EXERCISE DESCRIPTION
The response must contain each line of the material that holds "Avenue".

SUPPLIED RECORDS
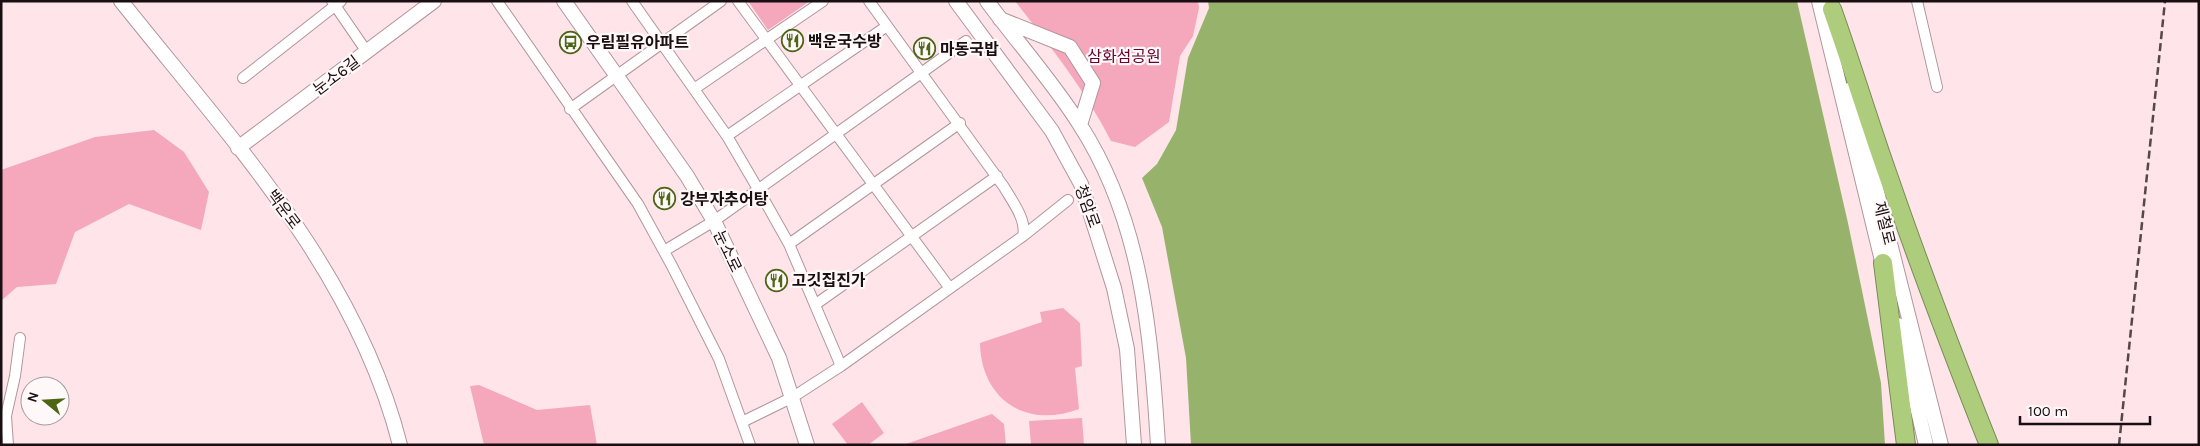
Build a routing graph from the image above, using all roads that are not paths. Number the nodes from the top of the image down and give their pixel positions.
1 (120, 1) edge
2 (434, 1) edge
3 (497, 1) edge
4 (564, 1) edge
5 (632, 1) edge
6 (720, 1) edge
7 (738, 1) edge
8 (823, 1) edge
9 (869, 1) edge
10 (956, 1) edge
11 (987, 1) edge
12 (1814, 1) edge
13 (1917, 1) edge
14 (336, 3) edge
15 (1827, 4) edge
16 (1000, 19) junction
17 (887, 26) junction
18 (767, 40) junction
19 (966, 41) dead end
20 (661, 44) junction
21 (1829, 44) junction
22 (366, 52) junction
23 (922, 73) junction
24 (616, 76) junction
25 (243, 78) dead end
26 (800, 86) junction
27 (1937, 87) dead end
28 (694, 89) junction
29 (570, 109) junction
30 (960, 123) junction
31 (1080, 125) junction
32 (836, 134) junction
33 (727, 136) junction
34 (238, 148) junction
35 (997, 176) junction
36 (874, 184) junction
37 (758, 189) junction
38 (1068, 200) dead end
39 (714, 220) junction
40 (912, 236) junction
41 (1023, 236) junction
42 (789, 244) junction
43 (664, 251) junction
44 (1883, 263) junction
45 (949, 287) junction
46 (816, 304) junction
47 (20, 338) dead end
48 (841, 366) junction
49 (793, 397) junction
50 (1919, 412) junction
51 (742, 422) junction
52 (1905, 437) edge
53 (8, 445) edge
54 (400, 445) edge
55 (750, 445) edge
56 (807, 445) edge
57 (1134, 445) edge
58 (1158, 445) edge
59 (1919, 445) edge
60 (1926, 445) edge
61 (1941, 445) edge
62 (1989, 445) edge

1 - 34 main road, 백운로
2 - 22 main road, 눈소6길
3 - 29 street
4 - 24 main road, 눈소로
5 - 20 street
6 - 20 street
7 - 18 street
8 - 18 street
9 - 17 street
10 - 57 main road, 청암로
11 - 16 main road, 청암로
12 - 21 street
13 - 27 street
14 - 22 street
14 - 25 street
15 - 21 main road, 제철로
15 - 61 main road, 제철로
15 - 62 highway
16 - 31 main road, 청암로
16 - 31 main road
17 - 23 street
17 - 26 street
18 - 26 street
18 - 28 street
19 - 23 street
20 - 24 street
20 - 28 street
21 - 44 main road, 제철로
22 - 34 main road, 눈소6길
23 - 30 street
23 - 32 street
24 - 29 street
24 - 39 main road, 눈소로
26 - 32 street
26 - 33 street
28 - 33 street
29 - 43 street
30 - 35 street
30 - 36 street
31 - 58 main road, 청암로
32 - 36 street
32 - 37 street
33 - 37 street
34 - 54 main road, 백운로
35 - 40 street
35 - 41 street
36 - 40 street
36 - 42 street
37 - 39 street
37 - 42 street
38 - 41 street
39 - 43 street
39 - 49 main road, 눈소로
40 - 45 street
40 - 46 street
41 - 45 street
42 - 46 street
43 - 51 street
44 - 50 main road, 제철로
44 - 52 highway
45 - 48 street
46 - 48 street
47 - 53 street
48 - 49 street
49 - 51 street
49 - 56 main road, 눈소로
50 - 59 street
50 - 60 main road, 제철로
51 - 55 street

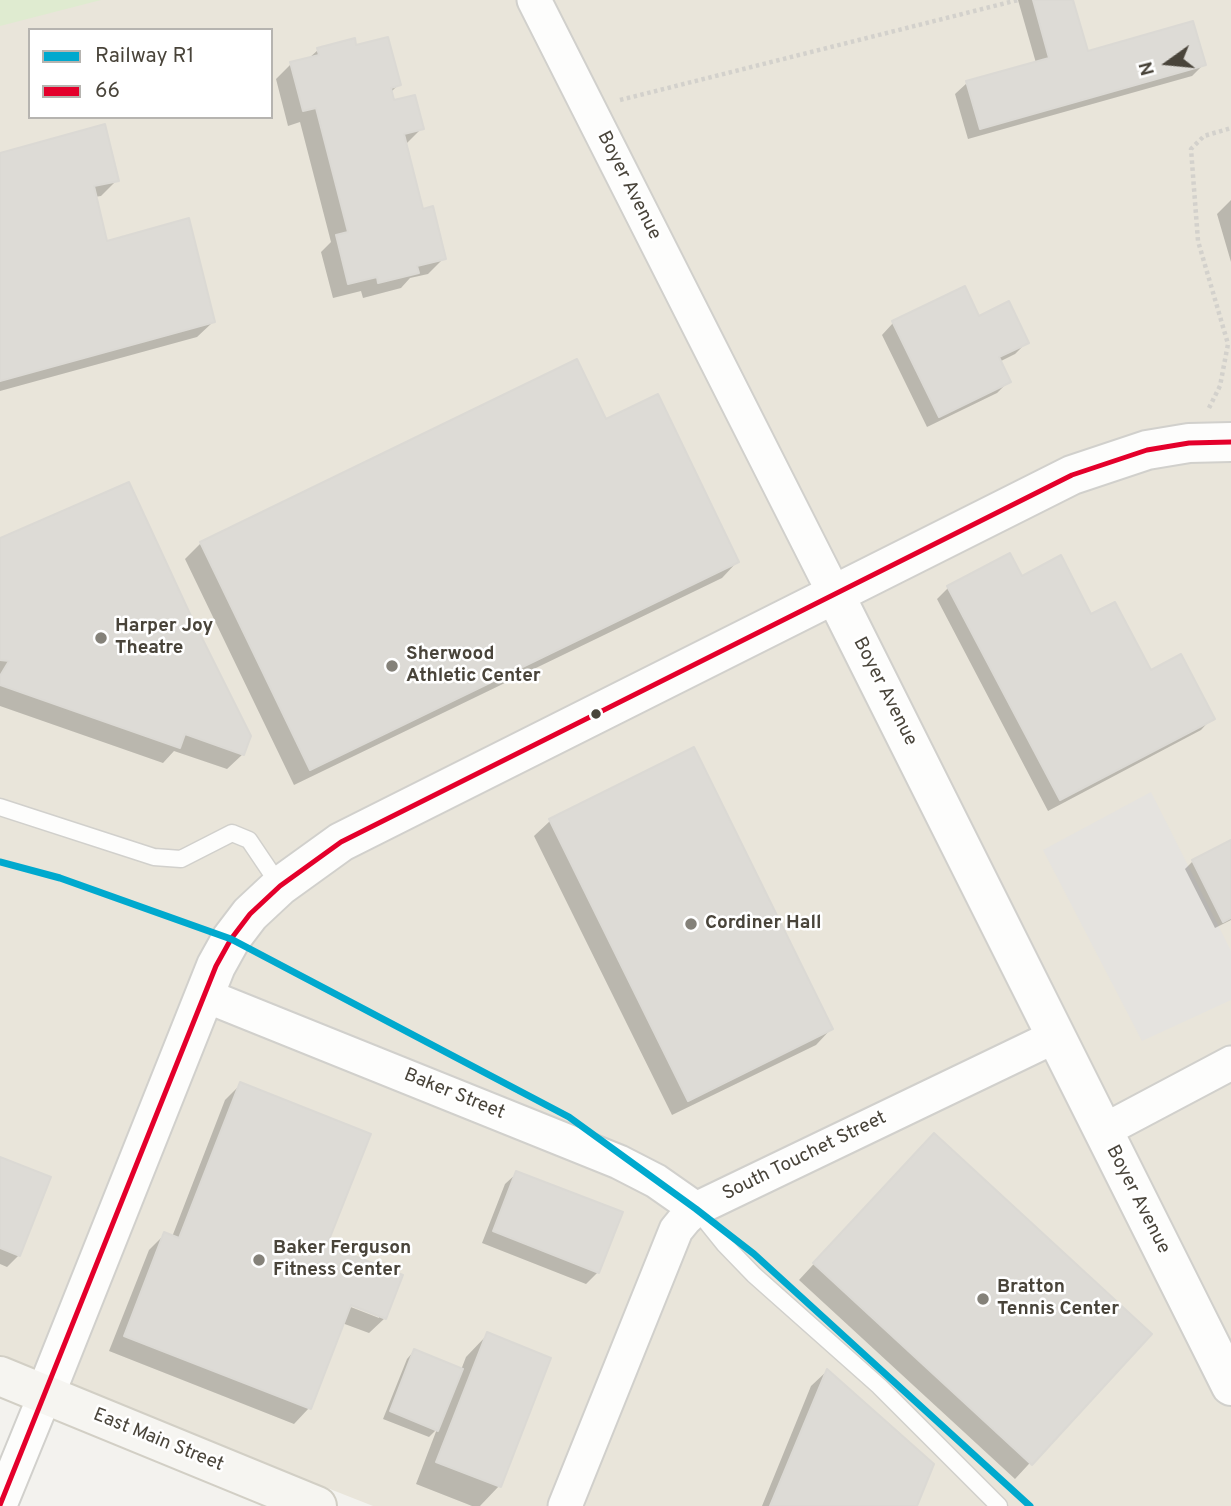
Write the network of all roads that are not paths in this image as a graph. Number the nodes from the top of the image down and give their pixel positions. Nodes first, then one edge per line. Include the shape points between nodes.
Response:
1 (534, 0) edge
2 (1231, 442) edge
3 (834, 593) junction
4 (0, 807) edge
5 (280, 886) junction
6 (204, 995) junction
7 (1056, 1037) junction
8 (1231, 1063) edge
9 (1103, 1131) junction
10 (696, 1209) junction
11 (0, 1376) edge
12 (1231, 1386) edge
13 (45, 1395) junction
14 (0, 1506) edge
15 (317, 1506) edge
16 (565, 1506) edge
17 (999, 1506) edge

1 - 3 street, Boyer Avenue
2 - 3 street via 1147,450 1072,475
3 - 5 street via 341,842
3 - 7 street, Boyer Avenue
4 - 5 lane via 155,858 181,859 232,833 249,841
5 - 6 street via 232,939
6 - 10 street, Baker Street via 619,1162
6 - 13 street
7 - 9 street, Boyer Avenue
7 - 10 street, South Touchet Street
8 - 9 street
9 - 12 street, Boyer Avenue
10 - 16 street, South Touchet Street via 676,1230
10 - 17 lane via 754,1275 879,1386
11 - 13 main road, East Main Street
13 - 14 street
13 - 15 main road, East Main Street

YOUR SOLUTION
1 - 3 street, Boyer Avenue
3 - 7 street, Boyer Avenue
7 - 9 street, Boyer Avenue
9 - 12 street, Boyer Avenue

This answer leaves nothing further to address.